• Input for this task:
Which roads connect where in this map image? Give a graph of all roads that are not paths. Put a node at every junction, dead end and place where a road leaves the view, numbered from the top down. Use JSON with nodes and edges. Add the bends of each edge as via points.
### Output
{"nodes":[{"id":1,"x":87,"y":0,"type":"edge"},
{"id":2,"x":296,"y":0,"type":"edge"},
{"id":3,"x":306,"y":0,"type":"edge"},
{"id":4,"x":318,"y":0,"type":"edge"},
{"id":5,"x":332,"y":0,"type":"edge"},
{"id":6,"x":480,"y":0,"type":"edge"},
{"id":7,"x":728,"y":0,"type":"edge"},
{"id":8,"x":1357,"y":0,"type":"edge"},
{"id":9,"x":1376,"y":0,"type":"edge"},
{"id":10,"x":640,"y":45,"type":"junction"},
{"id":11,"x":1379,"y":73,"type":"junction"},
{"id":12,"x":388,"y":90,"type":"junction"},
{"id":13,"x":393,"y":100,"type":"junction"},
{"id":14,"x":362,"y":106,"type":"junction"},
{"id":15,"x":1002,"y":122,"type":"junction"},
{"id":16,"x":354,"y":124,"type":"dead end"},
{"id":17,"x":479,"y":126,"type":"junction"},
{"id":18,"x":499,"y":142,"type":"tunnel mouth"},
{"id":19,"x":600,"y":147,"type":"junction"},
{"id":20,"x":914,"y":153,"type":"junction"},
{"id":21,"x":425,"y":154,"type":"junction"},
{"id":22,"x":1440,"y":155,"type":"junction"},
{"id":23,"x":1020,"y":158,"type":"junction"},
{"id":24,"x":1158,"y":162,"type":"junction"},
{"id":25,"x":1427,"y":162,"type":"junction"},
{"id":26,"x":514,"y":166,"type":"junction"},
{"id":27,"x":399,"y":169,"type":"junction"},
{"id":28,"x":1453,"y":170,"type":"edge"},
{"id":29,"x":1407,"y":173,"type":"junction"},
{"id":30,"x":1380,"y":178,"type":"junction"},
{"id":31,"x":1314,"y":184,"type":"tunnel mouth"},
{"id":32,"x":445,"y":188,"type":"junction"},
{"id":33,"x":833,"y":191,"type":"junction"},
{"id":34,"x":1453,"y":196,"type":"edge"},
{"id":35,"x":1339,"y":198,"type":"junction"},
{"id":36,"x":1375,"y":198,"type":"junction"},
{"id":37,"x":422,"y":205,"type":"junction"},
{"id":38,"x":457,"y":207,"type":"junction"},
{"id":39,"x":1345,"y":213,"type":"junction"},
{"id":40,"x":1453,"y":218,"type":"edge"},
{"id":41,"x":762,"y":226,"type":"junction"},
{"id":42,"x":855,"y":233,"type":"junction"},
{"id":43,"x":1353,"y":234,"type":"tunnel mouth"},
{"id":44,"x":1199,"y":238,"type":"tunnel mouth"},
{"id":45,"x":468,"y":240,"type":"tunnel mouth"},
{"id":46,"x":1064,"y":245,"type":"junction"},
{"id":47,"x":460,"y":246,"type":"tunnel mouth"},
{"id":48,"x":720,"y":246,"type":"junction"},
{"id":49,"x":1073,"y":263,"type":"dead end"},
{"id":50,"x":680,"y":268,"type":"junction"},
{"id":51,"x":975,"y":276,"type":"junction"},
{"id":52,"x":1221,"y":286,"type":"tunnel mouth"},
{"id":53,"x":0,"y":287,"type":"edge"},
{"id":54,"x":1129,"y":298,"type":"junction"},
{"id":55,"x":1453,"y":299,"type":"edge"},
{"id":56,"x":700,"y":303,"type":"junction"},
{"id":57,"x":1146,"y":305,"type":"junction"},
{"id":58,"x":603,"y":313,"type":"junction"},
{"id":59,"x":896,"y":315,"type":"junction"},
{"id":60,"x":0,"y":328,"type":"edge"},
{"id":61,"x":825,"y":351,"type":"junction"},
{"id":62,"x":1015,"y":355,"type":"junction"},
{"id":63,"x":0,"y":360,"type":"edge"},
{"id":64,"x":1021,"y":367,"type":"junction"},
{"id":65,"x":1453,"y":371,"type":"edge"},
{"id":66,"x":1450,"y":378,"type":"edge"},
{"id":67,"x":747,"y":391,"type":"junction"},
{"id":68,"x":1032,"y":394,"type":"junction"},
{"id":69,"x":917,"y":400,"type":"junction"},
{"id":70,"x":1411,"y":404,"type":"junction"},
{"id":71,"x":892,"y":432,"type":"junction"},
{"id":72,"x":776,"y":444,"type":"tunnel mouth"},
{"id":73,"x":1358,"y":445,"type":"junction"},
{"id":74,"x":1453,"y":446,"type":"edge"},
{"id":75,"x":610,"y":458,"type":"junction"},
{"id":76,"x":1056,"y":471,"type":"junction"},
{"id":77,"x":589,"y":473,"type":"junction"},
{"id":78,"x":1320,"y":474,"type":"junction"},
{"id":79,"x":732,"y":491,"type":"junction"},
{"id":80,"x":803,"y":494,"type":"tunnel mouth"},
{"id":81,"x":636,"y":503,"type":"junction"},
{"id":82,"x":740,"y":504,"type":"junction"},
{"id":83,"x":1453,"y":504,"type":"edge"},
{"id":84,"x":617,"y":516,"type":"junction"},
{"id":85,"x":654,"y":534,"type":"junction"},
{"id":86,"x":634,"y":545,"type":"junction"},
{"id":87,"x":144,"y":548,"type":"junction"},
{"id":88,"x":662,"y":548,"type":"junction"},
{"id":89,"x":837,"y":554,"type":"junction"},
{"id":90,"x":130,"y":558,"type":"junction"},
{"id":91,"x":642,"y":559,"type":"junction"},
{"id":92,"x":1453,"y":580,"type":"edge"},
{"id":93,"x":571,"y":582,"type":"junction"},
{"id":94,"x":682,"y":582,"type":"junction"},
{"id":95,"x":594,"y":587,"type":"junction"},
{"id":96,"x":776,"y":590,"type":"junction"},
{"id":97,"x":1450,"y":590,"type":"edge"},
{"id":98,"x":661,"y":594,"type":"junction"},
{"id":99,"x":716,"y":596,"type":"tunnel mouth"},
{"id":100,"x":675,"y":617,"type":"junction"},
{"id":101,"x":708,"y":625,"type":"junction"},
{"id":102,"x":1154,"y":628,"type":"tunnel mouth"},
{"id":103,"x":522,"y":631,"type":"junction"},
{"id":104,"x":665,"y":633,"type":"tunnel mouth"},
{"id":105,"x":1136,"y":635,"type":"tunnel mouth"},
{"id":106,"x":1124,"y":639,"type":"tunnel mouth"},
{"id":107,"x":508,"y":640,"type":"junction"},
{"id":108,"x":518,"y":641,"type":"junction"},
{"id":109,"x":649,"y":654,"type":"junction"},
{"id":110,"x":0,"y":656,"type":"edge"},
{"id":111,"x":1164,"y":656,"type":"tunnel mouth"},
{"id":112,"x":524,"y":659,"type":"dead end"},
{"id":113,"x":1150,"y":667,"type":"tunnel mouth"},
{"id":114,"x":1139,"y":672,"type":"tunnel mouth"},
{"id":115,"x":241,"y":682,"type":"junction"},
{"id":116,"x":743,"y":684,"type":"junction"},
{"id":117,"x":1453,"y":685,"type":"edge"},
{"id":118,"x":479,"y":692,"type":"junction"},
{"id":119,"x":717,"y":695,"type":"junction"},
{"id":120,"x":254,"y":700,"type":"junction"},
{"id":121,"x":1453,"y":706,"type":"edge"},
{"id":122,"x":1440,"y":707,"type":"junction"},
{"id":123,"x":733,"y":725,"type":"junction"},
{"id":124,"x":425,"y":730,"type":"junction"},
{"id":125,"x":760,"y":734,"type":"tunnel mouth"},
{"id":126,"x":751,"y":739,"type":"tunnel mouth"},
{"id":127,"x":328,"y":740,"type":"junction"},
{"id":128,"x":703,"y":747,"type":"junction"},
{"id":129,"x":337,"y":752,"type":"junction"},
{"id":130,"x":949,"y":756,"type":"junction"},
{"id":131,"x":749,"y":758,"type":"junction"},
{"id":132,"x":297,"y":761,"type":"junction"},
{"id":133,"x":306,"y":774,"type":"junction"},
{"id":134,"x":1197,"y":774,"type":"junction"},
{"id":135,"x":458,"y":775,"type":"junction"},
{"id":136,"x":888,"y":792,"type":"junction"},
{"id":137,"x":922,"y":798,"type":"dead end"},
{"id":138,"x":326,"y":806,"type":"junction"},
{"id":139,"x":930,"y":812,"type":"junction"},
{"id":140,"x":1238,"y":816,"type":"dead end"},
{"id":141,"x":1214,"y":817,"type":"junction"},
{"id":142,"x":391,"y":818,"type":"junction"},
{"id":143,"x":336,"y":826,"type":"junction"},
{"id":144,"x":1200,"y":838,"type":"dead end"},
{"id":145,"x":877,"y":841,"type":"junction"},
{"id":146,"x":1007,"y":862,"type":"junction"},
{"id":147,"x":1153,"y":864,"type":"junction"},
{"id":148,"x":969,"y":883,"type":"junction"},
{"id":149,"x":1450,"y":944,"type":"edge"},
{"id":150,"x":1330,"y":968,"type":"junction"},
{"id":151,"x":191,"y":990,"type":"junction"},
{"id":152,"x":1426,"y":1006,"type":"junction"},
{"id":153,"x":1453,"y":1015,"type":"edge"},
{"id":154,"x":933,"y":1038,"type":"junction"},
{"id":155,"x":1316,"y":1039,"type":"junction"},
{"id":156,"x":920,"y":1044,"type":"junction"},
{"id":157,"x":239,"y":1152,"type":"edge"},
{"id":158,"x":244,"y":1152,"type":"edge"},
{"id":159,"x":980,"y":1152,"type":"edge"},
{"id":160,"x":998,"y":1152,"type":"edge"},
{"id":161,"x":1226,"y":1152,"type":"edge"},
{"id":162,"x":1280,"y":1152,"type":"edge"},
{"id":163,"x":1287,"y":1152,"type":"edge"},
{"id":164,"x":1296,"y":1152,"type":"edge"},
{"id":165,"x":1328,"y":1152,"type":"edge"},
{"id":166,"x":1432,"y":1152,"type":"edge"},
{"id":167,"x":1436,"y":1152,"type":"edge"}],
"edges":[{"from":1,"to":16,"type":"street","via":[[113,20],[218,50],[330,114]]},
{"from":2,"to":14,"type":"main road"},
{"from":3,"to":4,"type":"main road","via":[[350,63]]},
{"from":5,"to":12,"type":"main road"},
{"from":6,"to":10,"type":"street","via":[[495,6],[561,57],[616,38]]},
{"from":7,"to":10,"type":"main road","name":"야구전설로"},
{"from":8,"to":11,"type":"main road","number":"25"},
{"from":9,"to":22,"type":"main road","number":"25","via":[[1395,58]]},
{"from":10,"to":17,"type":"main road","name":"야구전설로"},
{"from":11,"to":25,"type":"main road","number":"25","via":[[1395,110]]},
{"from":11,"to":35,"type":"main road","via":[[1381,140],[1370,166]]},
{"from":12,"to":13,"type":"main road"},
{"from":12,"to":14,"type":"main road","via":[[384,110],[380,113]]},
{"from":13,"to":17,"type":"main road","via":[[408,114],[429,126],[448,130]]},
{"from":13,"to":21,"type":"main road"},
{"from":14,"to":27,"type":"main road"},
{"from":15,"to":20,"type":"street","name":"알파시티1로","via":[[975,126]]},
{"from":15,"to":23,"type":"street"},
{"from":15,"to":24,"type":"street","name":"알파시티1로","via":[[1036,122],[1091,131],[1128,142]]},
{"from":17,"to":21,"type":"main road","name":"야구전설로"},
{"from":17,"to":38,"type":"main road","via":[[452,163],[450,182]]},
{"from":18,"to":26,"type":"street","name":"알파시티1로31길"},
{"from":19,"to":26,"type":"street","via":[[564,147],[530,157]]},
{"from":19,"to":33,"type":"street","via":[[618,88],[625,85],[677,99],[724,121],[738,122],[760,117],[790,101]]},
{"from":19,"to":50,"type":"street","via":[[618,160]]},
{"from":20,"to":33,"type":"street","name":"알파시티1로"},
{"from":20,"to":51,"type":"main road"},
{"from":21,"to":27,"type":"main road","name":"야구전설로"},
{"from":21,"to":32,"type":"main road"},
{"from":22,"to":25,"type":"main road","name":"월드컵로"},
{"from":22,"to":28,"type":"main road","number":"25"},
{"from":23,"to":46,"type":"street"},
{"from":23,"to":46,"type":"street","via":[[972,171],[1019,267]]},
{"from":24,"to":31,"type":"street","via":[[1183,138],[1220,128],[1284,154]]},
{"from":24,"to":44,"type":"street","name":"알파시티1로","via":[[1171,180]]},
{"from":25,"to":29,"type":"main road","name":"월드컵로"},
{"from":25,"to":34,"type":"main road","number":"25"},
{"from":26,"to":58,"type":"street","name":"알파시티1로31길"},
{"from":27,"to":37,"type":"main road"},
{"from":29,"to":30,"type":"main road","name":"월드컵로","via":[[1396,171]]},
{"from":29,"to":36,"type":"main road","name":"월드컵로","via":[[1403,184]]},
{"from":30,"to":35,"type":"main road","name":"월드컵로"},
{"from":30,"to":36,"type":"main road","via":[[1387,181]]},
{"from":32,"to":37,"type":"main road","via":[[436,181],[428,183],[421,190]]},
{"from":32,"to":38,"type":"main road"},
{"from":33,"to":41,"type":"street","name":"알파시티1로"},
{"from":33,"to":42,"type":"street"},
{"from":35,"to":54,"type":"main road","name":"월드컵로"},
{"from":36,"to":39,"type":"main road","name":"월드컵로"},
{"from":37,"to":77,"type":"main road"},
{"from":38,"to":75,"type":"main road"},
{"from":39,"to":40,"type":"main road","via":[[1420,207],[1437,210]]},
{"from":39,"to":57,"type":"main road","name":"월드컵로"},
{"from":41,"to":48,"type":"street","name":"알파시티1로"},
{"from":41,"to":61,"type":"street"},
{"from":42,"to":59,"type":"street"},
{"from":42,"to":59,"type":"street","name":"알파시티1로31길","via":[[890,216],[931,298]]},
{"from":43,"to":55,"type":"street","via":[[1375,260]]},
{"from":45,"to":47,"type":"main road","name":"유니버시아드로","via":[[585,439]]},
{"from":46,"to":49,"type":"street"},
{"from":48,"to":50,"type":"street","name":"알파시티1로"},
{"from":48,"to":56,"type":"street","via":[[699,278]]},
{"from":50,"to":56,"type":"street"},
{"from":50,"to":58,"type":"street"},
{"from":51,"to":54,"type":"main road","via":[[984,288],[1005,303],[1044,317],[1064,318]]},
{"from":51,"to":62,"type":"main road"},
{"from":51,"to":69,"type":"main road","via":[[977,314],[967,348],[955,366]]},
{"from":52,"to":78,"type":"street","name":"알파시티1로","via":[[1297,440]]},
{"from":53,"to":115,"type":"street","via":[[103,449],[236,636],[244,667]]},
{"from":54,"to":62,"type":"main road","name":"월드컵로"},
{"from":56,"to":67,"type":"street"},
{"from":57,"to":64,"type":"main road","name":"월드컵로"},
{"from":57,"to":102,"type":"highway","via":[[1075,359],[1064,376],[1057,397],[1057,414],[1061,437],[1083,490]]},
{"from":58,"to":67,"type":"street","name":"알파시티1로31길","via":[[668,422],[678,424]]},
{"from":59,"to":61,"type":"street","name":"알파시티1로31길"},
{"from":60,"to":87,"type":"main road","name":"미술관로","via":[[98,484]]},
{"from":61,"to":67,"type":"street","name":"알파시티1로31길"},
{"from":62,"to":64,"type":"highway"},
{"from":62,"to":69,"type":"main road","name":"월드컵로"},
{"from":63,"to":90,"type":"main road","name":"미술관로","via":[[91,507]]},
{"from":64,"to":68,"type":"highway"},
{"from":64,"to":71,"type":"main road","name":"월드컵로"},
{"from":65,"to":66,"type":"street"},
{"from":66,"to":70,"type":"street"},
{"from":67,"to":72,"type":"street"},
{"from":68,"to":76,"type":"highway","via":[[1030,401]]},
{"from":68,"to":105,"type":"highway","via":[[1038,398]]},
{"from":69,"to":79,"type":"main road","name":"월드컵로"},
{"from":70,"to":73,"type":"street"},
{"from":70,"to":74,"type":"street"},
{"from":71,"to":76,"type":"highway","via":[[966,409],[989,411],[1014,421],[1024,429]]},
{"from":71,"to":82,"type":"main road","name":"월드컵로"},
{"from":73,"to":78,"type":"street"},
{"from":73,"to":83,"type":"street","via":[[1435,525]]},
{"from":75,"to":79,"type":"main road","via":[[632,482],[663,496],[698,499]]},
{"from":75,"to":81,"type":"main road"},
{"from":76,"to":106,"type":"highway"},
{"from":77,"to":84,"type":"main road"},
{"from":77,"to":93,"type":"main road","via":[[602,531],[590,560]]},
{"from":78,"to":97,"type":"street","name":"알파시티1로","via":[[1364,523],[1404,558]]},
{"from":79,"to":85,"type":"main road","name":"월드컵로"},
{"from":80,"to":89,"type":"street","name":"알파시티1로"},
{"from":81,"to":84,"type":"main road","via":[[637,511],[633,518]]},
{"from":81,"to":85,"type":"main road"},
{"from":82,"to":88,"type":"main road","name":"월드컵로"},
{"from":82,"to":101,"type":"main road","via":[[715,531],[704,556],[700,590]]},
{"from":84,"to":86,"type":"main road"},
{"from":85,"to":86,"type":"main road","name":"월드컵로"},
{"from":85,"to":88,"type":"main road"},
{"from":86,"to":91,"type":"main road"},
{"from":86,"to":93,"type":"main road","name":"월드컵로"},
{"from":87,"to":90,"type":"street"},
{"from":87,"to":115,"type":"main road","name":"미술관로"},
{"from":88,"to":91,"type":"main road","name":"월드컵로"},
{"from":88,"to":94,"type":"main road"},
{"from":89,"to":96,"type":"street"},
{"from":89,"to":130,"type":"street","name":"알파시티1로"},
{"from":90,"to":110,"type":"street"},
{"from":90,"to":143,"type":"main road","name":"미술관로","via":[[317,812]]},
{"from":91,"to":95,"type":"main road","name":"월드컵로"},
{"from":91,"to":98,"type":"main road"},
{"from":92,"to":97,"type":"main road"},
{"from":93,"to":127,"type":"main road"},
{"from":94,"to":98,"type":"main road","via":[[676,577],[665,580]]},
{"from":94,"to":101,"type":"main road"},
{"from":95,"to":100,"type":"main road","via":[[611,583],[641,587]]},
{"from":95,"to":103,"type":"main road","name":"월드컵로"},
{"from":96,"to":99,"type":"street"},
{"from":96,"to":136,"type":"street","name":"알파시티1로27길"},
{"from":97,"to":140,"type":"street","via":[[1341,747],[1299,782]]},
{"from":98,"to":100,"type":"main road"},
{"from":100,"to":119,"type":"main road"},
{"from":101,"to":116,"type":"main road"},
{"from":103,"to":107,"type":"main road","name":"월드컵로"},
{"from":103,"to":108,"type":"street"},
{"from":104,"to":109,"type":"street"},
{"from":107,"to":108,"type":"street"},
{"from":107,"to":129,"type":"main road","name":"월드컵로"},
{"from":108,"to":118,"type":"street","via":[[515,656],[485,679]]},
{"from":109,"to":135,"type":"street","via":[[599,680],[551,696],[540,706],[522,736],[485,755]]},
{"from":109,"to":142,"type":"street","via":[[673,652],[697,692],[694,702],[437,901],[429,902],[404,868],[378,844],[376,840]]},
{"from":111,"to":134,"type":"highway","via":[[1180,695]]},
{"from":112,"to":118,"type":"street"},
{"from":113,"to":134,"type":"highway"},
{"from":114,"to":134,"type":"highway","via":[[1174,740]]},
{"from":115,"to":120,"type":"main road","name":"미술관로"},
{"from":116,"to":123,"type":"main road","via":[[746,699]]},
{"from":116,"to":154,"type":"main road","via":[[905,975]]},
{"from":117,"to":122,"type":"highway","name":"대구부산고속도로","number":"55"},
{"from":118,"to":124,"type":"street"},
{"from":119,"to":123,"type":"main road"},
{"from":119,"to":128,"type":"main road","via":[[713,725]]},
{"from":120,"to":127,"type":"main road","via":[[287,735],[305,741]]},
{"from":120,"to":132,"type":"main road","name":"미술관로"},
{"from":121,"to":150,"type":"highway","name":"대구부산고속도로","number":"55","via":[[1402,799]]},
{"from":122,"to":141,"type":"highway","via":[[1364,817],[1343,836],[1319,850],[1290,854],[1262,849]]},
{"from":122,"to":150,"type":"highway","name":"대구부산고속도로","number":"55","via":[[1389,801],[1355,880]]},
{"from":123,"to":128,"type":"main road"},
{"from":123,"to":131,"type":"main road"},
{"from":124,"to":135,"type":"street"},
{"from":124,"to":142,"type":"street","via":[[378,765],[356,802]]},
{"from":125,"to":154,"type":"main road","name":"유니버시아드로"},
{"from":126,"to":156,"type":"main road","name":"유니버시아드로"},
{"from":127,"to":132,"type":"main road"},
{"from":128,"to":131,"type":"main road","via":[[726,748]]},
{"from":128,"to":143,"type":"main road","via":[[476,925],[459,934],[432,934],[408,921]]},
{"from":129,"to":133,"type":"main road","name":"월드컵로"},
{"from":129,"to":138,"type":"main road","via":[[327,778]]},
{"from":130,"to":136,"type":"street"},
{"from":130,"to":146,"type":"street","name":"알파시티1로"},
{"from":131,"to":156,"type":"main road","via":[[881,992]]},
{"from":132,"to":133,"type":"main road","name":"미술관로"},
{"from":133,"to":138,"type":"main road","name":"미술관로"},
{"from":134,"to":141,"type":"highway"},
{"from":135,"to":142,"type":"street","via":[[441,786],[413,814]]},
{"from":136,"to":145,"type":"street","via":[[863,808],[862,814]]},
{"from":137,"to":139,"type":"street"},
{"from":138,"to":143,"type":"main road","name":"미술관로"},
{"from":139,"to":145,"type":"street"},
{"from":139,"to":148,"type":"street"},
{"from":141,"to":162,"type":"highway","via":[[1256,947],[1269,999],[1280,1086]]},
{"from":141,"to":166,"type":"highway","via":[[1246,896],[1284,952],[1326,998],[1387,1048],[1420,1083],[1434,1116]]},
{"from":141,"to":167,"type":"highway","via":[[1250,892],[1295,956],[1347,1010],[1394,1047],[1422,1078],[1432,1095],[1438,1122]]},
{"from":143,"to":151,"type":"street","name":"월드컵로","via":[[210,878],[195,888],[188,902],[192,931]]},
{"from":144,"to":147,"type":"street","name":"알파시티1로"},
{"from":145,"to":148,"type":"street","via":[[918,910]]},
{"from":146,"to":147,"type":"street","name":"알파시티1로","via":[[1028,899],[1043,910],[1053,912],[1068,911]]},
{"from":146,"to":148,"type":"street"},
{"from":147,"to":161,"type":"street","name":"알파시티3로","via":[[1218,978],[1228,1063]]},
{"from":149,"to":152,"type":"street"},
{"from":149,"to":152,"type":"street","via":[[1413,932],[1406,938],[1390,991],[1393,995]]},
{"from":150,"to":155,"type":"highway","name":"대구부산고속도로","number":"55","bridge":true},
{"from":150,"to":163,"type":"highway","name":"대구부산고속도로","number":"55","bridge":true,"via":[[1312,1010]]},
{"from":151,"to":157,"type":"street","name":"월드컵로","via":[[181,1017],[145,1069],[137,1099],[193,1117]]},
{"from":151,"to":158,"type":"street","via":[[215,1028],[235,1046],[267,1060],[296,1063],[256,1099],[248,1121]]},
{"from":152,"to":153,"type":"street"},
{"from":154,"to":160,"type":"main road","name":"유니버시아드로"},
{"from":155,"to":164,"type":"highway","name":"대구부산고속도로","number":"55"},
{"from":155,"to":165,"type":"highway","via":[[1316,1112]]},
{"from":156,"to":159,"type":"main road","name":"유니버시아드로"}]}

• Exercise: As you read the records above, find each line that contains "true" and copy it.

• Task output:
{"from":150,"to":155,"type":"highway","name":"대구부산고속도로","number":"55","bridge":true},
{"from":150,"to":163,"type":"highway","name":"대구부산고속도로","number":"55","bridge":true,"via":[[1312,1010]]},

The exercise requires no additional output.